A peine le Seigneur fut-il né que les chœurs des anges firent entendre ces
chants : « Paix sur la terre aux hommes de bonne volonté » (Luc, 3, 14).

E
nfin la Justice et la Paix s’étaient embrassées, alors que jusque-là elles
étaient apparues très divisées entre elles. En effet, la première, en
présence d’une justice devant être rendue selon la loi, avait un poignard
en main plutôt qu’un baiser sur les lèvres, et elle inspirait bien moins d'amour que
de crainte.
Cependant, elle ne se réconcilia pas alors encore avec la Paix comme le fait
aujourd'hui la paix qui naît de la justice. Sinon, comment se serait-il fait que, ni
Abraham, ni Moïse, ni aucun juste de ces temps-là, n'aient pu obtenir, à leur mort, la
paix de la bienheureuse éternité, ni entrer dans le royaume de la paix ?
Manifestement, la Justice et la Paix ne s'étaient pas encore embrassées.

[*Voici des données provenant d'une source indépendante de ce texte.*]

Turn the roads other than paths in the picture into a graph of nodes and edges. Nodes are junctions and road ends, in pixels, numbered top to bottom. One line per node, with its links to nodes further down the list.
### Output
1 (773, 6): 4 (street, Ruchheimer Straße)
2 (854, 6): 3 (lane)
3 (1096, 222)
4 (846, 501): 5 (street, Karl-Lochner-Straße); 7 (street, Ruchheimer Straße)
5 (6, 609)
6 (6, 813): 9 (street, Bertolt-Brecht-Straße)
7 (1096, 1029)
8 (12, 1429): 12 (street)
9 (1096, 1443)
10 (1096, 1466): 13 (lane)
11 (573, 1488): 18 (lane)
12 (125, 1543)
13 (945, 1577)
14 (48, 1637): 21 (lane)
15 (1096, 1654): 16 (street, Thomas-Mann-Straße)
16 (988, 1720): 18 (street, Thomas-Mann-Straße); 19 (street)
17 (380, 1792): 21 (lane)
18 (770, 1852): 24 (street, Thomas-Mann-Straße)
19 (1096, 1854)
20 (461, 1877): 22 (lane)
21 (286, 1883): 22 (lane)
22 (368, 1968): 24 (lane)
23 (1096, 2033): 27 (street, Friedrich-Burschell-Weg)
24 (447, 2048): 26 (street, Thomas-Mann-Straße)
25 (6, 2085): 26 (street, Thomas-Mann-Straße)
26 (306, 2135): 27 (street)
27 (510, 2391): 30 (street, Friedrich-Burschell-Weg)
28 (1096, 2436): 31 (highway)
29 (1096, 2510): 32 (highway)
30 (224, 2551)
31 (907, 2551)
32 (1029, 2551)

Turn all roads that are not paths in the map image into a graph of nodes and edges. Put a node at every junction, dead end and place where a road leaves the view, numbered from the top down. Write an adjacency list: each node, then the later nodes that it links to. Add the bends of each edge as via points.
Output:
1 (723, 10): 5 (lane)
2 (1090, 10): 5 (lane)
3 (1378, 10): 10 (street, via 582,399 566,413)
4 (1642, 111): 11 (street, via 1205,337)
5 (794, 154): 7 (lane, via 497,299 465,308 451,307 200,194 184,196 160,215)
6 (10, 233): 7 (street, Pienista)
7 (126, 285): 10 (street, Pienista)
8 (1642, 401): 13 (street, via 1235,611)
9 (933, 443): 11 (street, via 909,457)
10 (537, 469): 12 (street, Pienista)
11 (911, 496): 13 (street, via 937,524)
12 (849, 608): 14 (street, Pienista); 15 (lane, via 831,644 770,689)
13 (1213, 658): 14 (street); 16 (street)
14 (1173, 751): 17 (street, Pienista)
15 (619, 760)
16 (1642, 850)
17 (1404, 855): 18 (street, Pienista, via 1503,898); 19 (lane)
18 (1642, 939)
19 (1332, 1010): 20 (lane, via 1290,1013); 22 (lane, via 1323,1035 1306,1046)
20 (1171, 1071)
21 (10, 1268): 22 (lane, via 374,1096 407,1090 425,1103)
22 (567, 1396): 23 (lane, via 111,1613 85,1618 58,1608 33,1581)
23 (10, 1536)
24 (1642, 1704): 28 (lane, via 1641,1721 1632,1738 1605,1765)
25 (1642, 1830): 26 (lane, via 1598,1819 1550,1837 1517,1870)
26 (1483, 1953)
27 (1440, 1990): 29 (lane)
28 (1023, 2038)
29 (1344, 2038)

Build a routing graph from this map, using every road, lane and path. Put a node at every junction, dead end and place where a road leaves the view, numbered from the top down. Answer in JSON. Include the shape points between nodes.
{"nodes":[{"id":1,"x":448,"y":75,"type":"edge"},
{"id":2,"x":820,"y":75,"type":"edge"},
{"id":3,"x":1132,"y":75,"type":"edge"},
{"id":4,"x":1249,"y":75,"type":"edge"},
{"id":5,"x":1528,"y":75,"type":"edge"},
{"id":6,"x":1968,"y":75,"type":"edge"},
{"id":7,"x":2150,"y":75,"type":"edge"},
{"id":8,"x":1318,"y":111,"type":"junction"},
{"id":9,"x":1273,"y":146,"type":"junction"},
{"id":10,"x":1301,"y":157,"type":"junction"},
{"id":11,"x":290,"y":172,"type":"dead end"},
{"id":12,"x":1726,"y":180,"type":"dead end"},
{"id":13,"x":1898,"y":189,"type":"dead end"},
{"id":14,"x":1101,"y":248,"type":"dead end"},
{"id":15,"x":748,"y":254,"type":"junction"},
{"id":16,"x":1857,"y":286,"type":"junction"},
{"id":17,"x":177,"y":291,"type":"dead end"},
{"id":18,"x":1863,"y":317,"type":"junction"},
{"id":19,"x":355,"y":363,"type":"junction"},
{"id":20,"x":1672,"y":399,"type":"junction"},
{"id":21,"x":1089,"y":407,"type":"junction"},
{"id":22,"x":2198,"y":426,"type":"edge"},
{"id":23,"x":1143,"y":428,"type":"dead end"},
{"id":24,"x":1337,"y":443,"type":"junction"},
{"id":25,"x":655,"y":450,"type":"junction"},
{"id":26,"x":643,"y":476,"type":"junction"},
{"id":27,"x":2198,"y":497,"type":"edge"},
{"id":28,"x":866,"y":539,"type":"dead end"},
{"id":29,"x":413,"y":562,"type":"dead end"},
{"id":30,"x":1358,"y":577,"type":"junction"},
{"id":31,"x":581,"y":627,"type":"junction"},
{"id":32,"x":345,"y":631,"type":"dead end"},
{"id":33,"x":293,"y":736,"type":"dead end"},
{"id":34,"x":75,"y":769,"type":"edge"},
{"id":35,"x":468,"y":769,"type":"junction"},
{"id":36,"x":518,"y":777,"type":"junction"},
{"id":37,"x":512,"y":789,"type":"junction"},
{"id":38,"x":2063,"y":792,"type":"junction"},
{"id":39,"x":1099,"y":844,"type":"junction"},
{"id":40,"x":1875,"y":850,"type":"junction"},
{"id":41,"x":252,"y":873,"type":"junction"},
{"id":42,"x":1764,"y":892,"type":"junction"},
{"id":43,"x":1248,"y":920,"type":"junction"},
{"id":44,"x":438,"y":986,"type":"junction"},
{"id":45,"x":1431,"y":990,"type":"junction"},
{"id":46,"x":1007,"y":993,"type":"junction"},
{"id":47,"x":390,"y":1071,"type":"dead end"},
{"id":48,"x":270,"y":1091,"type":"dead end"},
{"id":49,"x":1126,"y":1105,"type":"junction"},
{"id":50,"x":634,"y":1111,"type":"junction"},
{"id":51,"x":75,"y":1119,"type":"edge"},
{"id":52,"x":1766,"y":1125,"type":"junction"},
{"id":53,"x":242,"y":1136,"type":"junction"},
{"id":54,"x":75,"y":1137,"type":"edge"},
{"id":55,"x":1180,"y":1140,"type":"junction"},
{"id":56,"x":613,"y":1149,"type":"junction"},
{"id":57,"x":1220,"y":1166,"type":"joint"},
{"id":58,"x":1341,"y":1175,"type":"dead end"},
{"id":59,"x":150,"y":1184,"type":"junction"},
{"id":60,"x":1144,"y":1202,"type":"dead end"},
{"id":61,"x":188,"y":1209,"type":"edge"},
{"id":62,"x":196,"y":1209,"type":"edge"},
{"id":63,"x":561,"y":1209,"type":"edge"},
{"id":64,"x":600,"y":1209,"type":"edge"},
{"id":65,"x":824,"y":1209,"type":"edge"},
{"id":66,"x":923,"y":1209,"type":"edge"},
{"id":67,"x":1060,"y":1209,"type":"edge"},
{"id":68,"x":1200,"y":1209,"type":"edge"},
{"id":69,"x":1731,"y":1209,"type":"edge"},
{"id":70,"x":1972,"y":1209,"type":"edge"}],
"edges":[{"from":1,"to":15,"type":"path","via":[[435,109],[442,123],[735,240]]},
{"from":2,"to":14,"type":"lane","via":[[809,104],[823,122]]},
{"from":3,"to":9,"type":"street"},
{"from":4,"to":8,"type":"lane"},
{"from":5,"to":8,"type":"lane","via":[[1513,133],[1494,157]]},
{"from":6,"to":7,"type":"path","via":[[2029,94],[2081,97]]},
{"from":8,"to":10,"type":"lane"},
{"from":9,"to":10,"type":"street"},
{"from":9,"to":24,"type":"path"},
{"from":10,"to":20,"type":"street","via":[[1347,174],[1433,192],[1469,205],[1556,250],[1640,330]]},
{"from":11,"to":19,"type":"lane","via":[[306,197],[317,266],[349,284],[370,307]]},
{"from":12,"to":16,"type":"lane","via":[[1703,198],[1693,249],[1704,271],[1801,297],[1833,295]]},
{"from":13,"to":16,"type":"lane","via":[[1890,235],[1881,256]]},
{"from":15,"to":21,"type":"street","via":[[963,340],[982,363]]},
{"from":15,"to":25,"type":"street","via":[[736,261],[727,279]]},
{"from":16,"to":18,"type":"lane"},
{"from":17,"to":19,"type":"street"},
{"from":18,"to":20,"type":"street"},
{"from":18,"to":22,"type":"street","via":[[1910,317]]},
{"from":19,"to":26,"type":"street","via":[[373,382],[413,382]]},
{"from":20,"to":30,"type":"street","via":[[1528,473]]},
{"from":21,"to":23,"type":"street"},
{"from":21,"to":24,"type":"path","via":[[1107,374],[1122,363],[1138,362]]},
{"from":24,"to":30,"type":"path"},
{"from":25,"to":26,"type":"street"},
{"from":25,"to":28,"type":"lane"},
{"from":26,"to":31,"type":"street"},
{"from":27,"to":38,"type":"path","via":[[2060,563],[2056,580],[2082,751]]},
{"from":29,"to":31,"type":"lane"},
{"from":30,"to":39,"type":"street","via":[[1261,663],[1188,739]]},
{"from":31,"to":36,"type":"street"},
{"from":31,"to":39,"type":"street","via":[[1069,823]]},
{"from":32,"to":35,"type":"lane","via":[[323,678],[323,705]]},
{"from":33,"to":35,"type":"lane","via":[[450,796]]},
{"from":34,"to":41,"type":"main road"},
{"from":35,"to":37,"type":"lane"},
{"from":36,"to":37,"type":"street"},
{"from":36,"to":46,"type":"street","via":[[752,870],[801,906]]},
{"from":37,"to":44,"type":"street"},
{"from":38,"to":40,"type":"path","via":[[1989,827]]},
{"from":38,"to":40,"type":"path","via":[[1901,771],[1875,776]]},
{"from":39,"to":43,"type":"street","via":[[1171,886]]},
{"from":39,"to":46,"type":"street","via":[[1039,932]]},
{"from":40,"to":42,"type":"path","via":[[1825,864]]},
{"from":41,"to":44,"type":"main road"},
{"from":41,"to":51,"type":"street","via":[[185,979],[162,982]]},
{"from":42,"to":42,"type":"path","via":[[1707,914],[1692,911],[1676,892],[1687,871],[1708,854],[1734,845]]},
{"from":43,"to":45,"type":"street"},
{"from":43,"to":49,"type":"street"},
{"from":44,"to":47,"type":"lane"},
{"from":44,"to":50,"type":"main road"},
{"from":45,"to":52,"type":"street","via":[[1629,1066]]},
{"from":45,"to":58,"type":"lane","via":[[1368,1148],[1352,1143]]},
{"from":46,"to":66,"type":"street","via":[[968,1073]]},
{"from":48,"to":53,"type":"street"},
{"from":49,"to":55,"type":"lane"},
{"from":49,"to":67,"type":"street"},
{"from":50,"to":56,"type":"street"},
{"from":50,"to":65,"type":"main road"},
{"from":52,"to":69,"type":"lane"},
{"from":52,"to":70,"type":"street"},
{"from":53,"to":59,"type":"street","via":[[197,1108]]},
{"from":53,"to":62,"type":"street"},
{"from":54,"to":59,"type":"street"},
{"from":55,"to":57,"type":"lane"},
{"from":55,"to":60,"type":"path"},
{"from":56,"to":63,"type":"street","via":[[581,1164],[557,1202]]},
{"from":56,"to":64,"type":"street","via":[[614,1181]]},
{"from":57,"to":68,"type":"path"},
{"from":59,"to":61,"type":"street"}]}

Mais à présent, mes frères bien aimés, nous devons rechercher la Justice, avec
d'autant plus de zèle et d'ardeur, que la Paix et la Justice, se sont embrassées, et
ont fait une éternelle alliance.
Désormais, quiconque se présente avec le témoignage de la Justice, ne peut
manquer d'être accueilli par la Paix, avec un visage serein, et les bras tout grands
ouverts, où il peut se reposer et dormir.